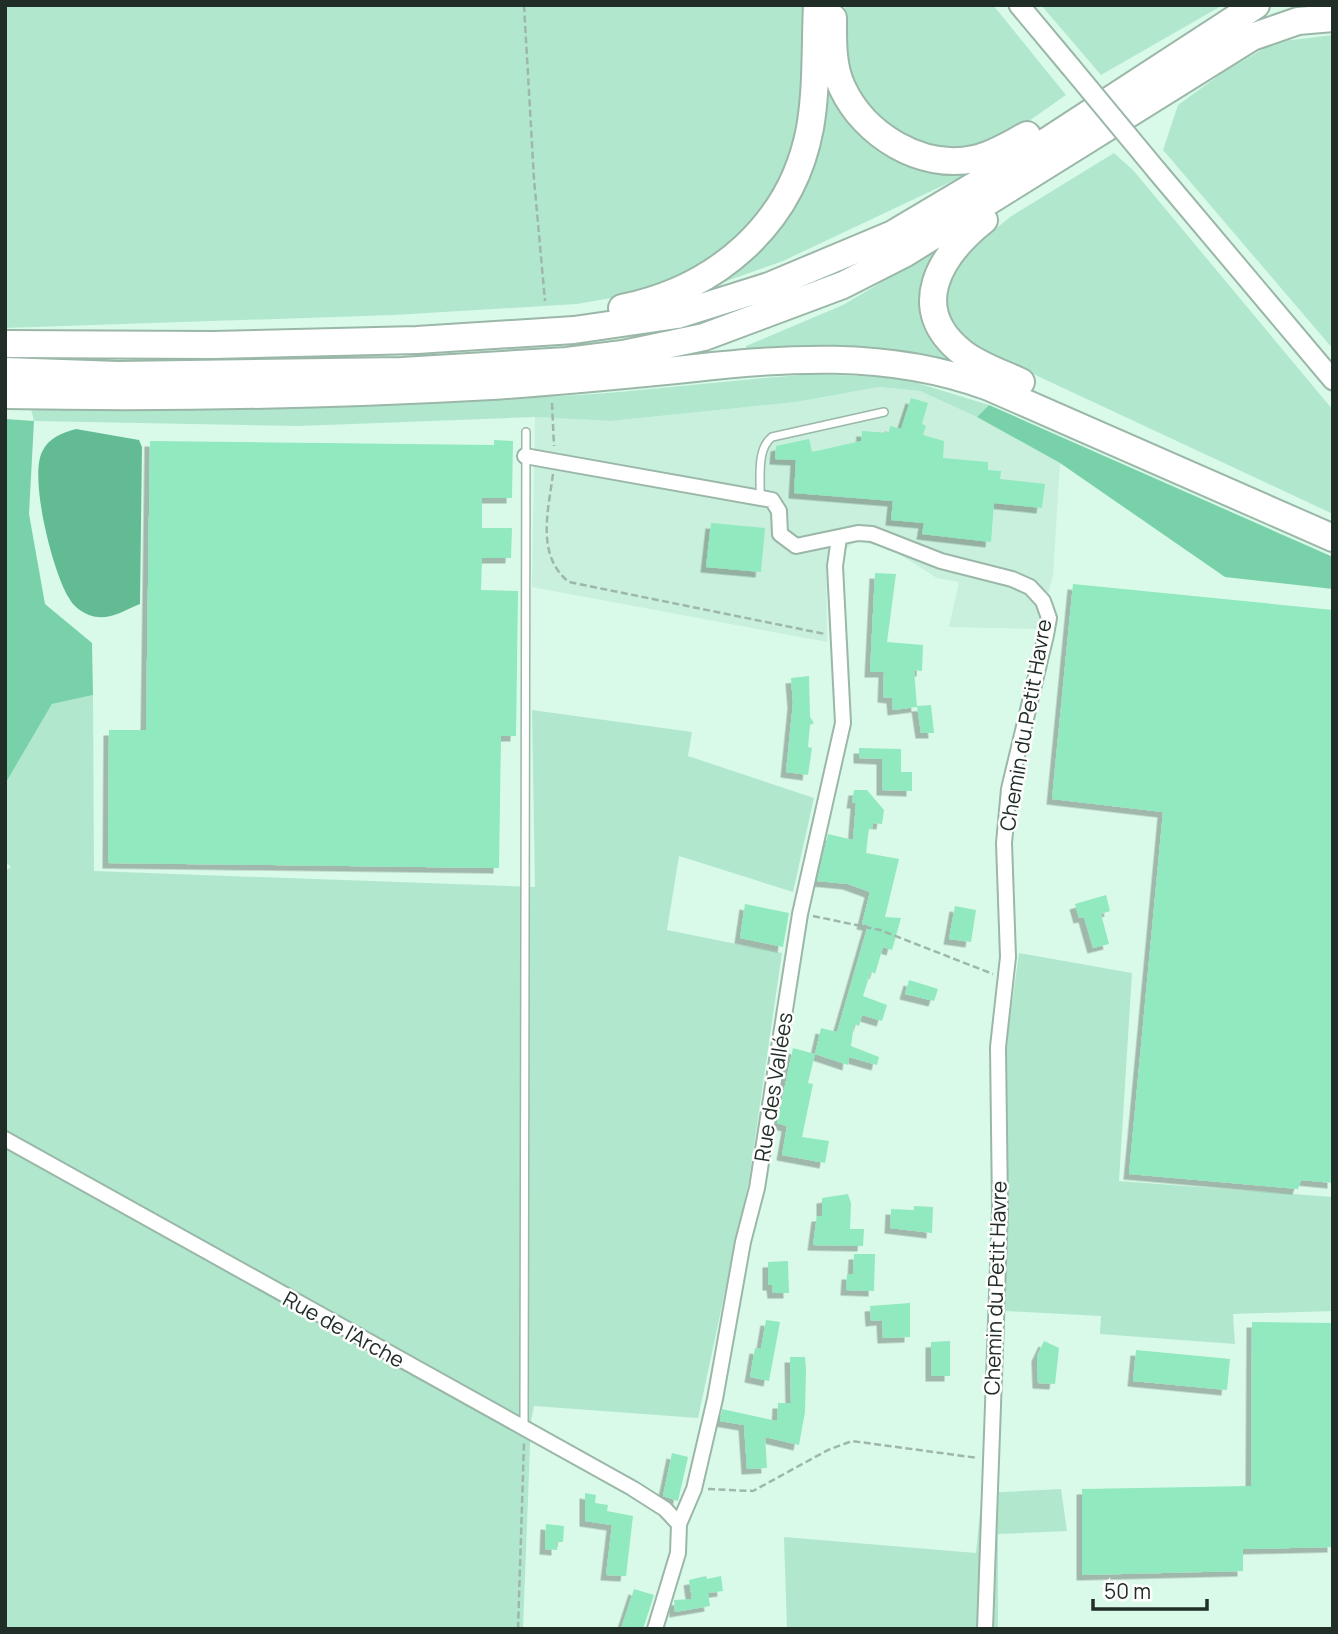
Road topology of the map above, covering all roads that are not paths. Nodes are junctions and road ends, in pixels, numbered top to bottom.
1 (817, 5) edge
2 (833, 5) edge
3 (1019, 5) edge
4 (1256, 5) edge
5 (1333, 18) edge
6 (1139, 80) junction
7 (1135, 110) junction
8 (514, 333) junction
9 (5, 344) edge
10 (5, 371) edge
11 (1333, 380) edge
12 (5, 395) edge
13 (884, 412) dead end
14 (526, 432) dead end
15 (525, 456) junction
16 (760, 497) junction
17 (1333, 521) edge
18 (839, 538) junction
19 (1333, 538) edge
20 (5, 1139) edge
21 (524, 1430) junction
22 (679, 1524) junction
23 (660, 1627) edge
24 (985, 1629) edge

1 - 8 highway
2 - 6 highway
3 - 11 main road, bridge
4 - 6 highway
5 - 7 highway
6 - 8 highway
7 - 10 highway
7 - 17 highway
8 - 9 highway
12 - 19 highway
13 - 16 lane
14 - 15 lane
15 - 16 street
15 - 21 lane
16 - 18 street, Chemin du Petit Havre
18 - 22 street, Rue des Vallées
18 - 24 street, Chemin du Petit Havre
20 - 21 street, Rue de l'Arche
21 - 22 street, Rue de l'Arche
22 - 23 street, Rue des Vallées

+ + + +

> _Exercise prompt_
Copy the records above exactly, omitting every picture.

> _Output below_
Road topology of the map above, covering all roads that are not paths. Nodes are junctions and road ends, in pixels, numbered top to bottom.
1 (817, 5) edge
2 (833, 5) edge
3 (1019, 5) edge
4 (1256, 5) edge
5 (1333, 18) edge
6 (1139, 80) junction
7 (1135, 110) junction
8 (514, 333) junction
9 (5, 344) edge
10 (5, 371) edge
11 (1333, 380) edge
12 (5, 395) edge
13 (884, 412) dead end
14 (526, 432) dead end
15 (525, 456) junction
16 (760, 497) junction
17 (1333, 521) edge
18 (839, 538) junction
19 (1333, 538) edge
20 (5, 1139) edge
21 (524, 1430) junction
22 (679, 1524) junction
23 (660, 1627) edge
24 (985, 1629) edge

1 - 8 highway
2 - 6 highway
3 - 11 main road, bridge
4 - 6 highway
5 - 7 highway
6 - 8 highway
7 - 10 highway
7 - 17 highway
8 - 9 highway
12 - 19 highway
13 - 16 lane
14 - 15 lane
15 - 16 street
15 - 21 lane
16 - 18 street, Chemin du Petit Havre
18 - 22 street, Rue des Vallées
18 - 24 street, Chemin du Petit Havre
20 - 21 street, Rue de l'Arche
21 - 22 street, Rue de l'Arche
22 - 23 street, Rue des Vallées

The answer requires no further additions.